B. Konsep Kurikulum Secara Khusus ( Sejarah Kebudayaan Islam)
       Dalam kurikulum sekolah MTs (Madrasah Tsanawiyah), MA (Madrasah Aliyah) dan bahkan perguruan tinggi Islam, terdapat mata pelajaran dan mata kuliah Sejarah Kebudayaan Islam (SKI). Mata pelajaran ini sangatlah penting, karena banyak sekali generasi Islam saat ini, yang tidak lagi memiliki kepedulian terhadap sejarah peradabannya sendiri. Sejarah Islam yang banyak dihiasi kegemilangan, seakan hilang dari memori umat Islam. Hilangnya memori keemasan Islam pada masa lalu, dikhawatirkan akan membuat generasi Islam mendatang semakin inferior di panggung peradaban dunia, dan harapan akan kebangkitan umat dirasa semakin berat.Idealnya, materi SKI dipelajari oleh seluruh generasi Islam. Namun dikotomi pendidikan antara sekolah umum dan agama menjadikan materi SKI hanya dipelajari di sekolah-sekolah keagamaan. Meski demikian, materi pelajaran SKI pada sekolah Islam, diharapkan menjadi salah satu jawaban akan permasalahan ini. Diharapkan (sebagian) generasi Islam akan melek sejarah budaya mereka sendiri yang terbentang dari Andalusia hingga Indonesia, dari Russia hingga Afrika, yang Berjaya lebih dari 10 abad (abad VIII-XIX).
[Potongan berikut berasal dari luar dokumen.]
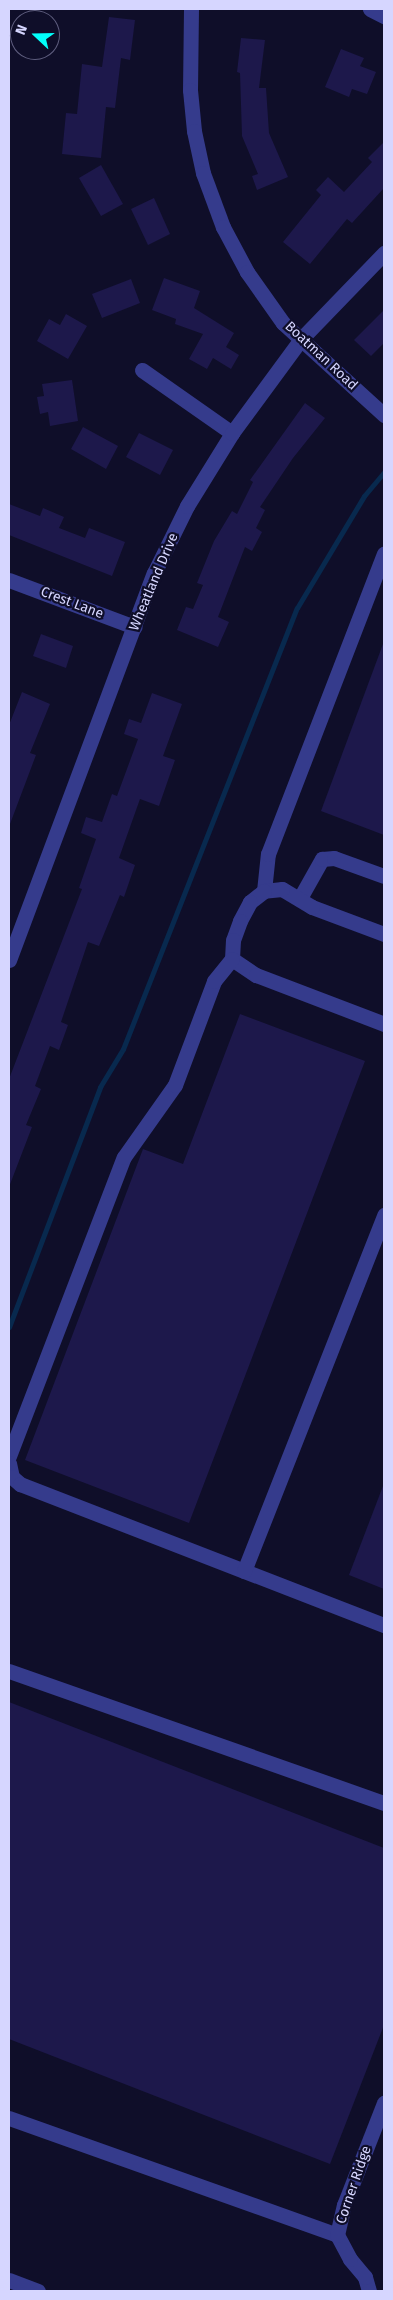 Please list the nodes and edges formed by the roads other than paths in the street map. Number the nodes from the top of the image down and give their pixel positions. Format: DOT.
graph roads {
  1 [pos="191,9"];
  2 [pos="370,9"];
  3 [pos="384,16"];
  4 [pos="384,253"];
  5 [pos="301,339"];
  6 [pos="142,370"];
  7 [pos="384,414"];
  8 [pos="232,433"];
  9 [pos="384,554"];
  10 [pos="9,580"];
  11 [pos="135,627"];
  12 [pos="384,876"];
  13 [pos="264,891"];
  14 [pos="300,898"];
  15 [pos="384,934"];
  16 [pos="232,959"];
  17 [pos="9,960"];
  18 [pos="384,1024"];
  19 [pos="384,1215"];
  20 [pos="9,1456"];
  21 [pos="9,1463"];
  22 [pos="244,1571"];
  23 [pos="384,1625"];
  24 [pos="9,1671"];
  25 [pos="384,1803"];
  26 [pos="384,2103"];
  27 [pos="9,2118"];
  28 [pos="337,2235"];
  29 [pos="9,2280"];
  30 [pos="38,2291"];
  31 [pos="369,2291"];
  1 -- 5 [label="street, Boatman Road"];
  2 -- 3 [label="street"];
  4 -- 5 [label="street, Wheatland Drive"];
  5 -- 7 [label="street, Boatman Road"];
  5 -- 8 [label="street, Wheatland Drive"];
  6 -- 8 [label="street"];
  8 -- 11 [label="street, Wheatland Drive"];
  9 -- 13 [label="street"];
  10 -- 11 [label="street, Crest Lane"];
  11 -- 17 [label="street, Wheatland Drive"];
  12 -- 14 [label="street"];
  13 -- 14 [label="street"];
  13 -- 16 [label="street"];
  14 -- 15 [label="street"];
  16 -- 18 [label="street"];
  16 -- 20 [label="street"];
  19 -- 22 [label="street"];
  21 -- 22 [label="street"];
  22 -- 23 [label="street"];
  24 -- 25 [label="street"];
  26 -- 28 [label="street, Corner Ridge"];
  27 -- 28 [label="street"];
  28 -- 31 [label="street, Corner Ridge"];
  29 -- 30 [label="street"];
} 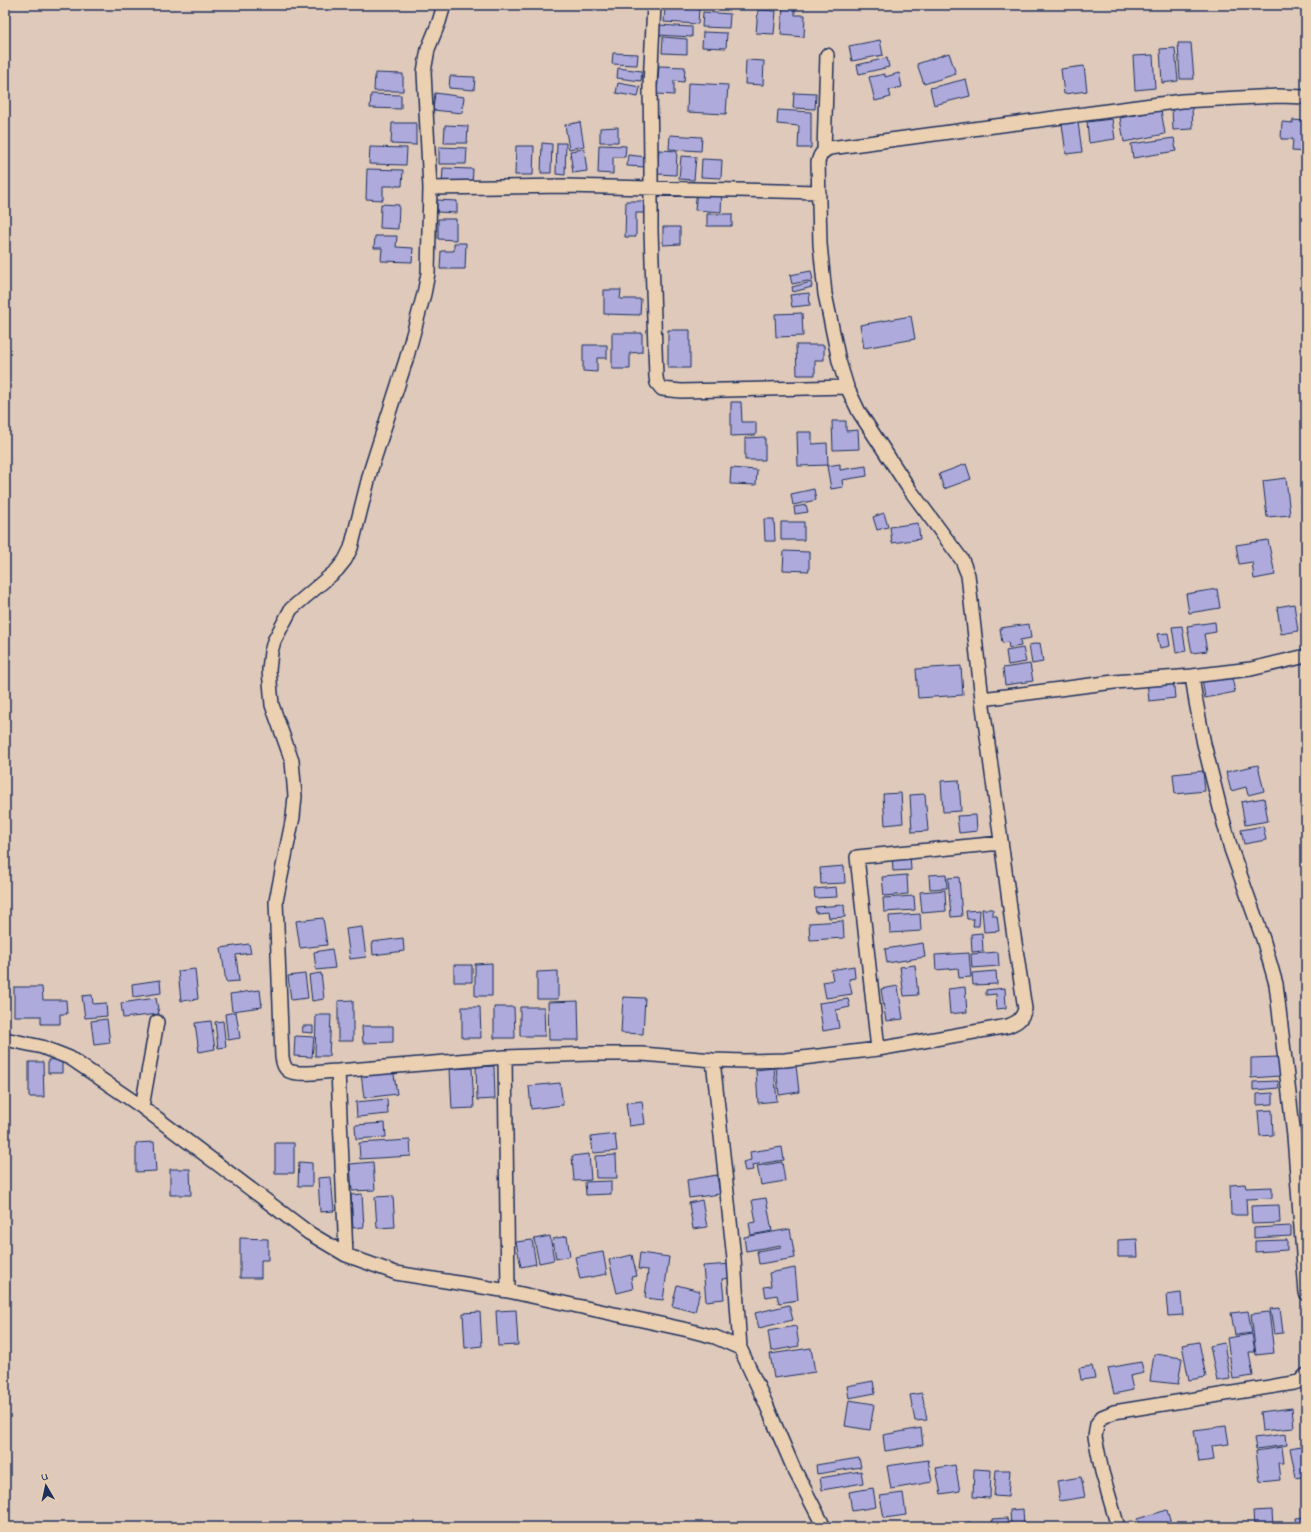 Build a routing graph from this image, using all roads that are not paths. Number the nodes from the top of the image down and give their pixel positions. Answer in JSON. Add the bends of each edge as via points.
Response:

       Standar kompetensi (SK) pada mata pelajaran Sejarah Kebudayaan Islam (SKI) adalah mengambil manfaat dari sejarah perkembangan kebudayaan Islam (sejarah Islam) dalam kehidupan sehari-hari. Kompetensi dalam pengertian ini adalah suatu pengetahuan, keterampilan dan kemampuan atau kapabilitas yang dimiliki oleh seseorang yang telah menjadi bagian dari dirinya sehingga mewarnai perilaku kognitif, afektif dan psikomotoriknya. Dari pemahaman ini maka kompetensi harus di dukung oleh pengetahuan, sikap dan apresiasi, tanpa pengetahuan dan sikap mustahil lahir suatu kompetensi.
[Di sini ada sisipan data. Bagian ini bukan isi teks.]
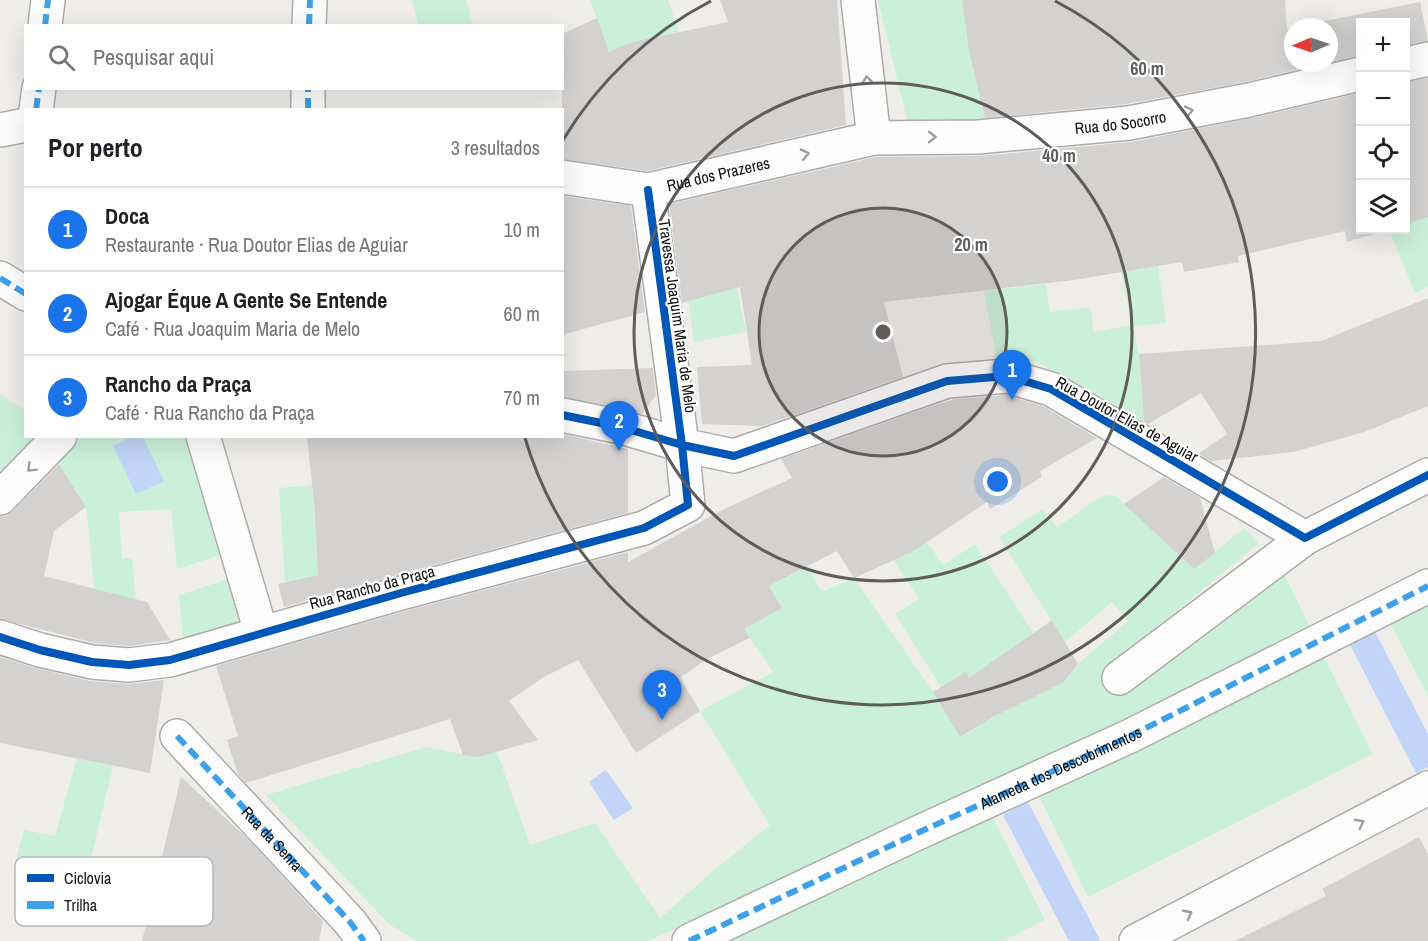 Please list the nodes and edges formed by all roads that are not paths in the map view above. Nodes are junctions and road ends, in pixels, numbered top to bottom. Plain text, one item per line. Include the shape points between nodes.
1 (48, 0) edge
2 (310, 0) edge
3 (858, 0) edge
4 (45, 24) edge
5 (309, 24) edge
6 (1428, 58) edge
7 (1410, 63) edge
8 (1356, 75) edge
9 (39, 90) edge
10 (308, 90) edge
11 (36, 108) edge
12 (308, 108) edge
13 (24, 125) edge
14 (0, 130) edge
15 (874, 138) junction
16 (564, 177) edge
17 (648, 190) junction
18 (0, 278) edge
19 (24, 293) edge
20 (564, 415) edge
21 (58, 438) edge
22 (204, 438) edge
23 (682, 445) junction
24 (1428, 475) edge
25 (0, 498) edge
26 (1305, 538) junction
27 (1428, 586) edge
28 (261, 632) junction
29 (0, 636) edge
30 (1119, 678) dead end
31 (177, 736) dead end
32 (1428, 788) edge
33 (364, 941) edge
34 (689, 941) edge
35 (1136, 941) edge

1 - 4 street
2 - 5 street
15 -> 3 street
6 - 7 street
15 -> 8 street, Rua do Socorro via 978,137 1129,123
9 - 11 street
10 - 12 street
13 - 14 street
17 -> 15 street, Rua dos Prazeres
16 - 17 street, Rua dos Prazeres
17 - 23 street, Travessa Joaquim Maria de Melo
18 - 19 street
20 - 23 street, Rua Doutor Elias de Aguiar
21 -> 25 street
22 - 28 street
23 - 26 street, Rua Doutor Elias de Aguiar via 734,456 947,381 1007,376 1051,389
23 - 28 street, Rua Rancho da Praça via 688,505 644,528
24 - 26 street
26 - 30 street
27 - 34 street, Alameda dos Descobrimentos via 1130,736
28 - 29 street, Rua Rancho da Praça via 170,660 129,665 81,660
31 - 33 street, Rua da Senra via 343,913
35 -> 32 street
       Standar Kompetensi mata pelajaran Sejarah Kebudayaan Islam  berisi mata pelajaran yang harus dikuasai peserta didik. Kemampuan ini berorientasi pada perilaku aspek afektif , peserta didik memiliki: keimanan dan ketaqwaan kepada Allah SWt. Sesuai ajaran Agama Islam yang tercermin dalam perilaku sehari-hari memiliki nilai-nilai demokrasi, toleransi, dan humaniora, serta menerapkannya dalam kehidupan bermasyarakat, berbangsa, dan bernegara baik lingkup nasional maupun global. Berkenaan dengan aspek kognitif, menguasai ilmu, teknologi, dan kemampuan akademik untuk melanjutkan pendidikan ke jenjang yang lebih tinggi. Berkenaan dengan aspek psikomotorik, memiliki keterampilan berkomunikasi, kecakapan hidup, mampu beradaptasi dengan perkembangan lingkungan sosial, budaya dan lingkungan alam baik lokal, regional, maupun global, memiliki kesehatan jasmani dan rohani yang bermanfaat untuk melaksanakan tugas / kegiatan sehari-hari.[10]
       Sedangkan Kompetensi Dasar nya adalah pengetahuan, keterampilan dan sikap minimal yang harus dicapai oleh siswa untuk menunjukkan bahwa siswa telah menguasai standar kompetensi yang telah ditetapkan, oleh karena itulah maka kompetensi dasar merupakan penjabaran dari standar kompetensi.   
       Kurikulum selain di sebutkan tentang beberapa tema pokok bahasan juga di sebutkan masalah latar belakang , tujuan pendidikan, dan pengajaran. Di tengarai masih banyak pendidik yang lebih terfokus pada materi. Mereka enggan melihat aspek lain dari kurikulum. Apalagi kalau melihat kurikulum hanya pada salah satu lampiran buku paket yang ada di sekolah. Akibatnya kurikulum sejarah kurang dapat di pahami secara komprehensif. Aspek nurturrent effect yang di harapkan tercapai dalam tujuan pendidikan seringkali di lupakan oleh pendidik. Progam kurikulum yang di harapkan dapat mengantisipasi perkembangan jaman, seringkali kurang di pahami pendidik . pendidik masih sering berkutat dengan penyampaian materi sebagai mana yang ada dalam buku teks.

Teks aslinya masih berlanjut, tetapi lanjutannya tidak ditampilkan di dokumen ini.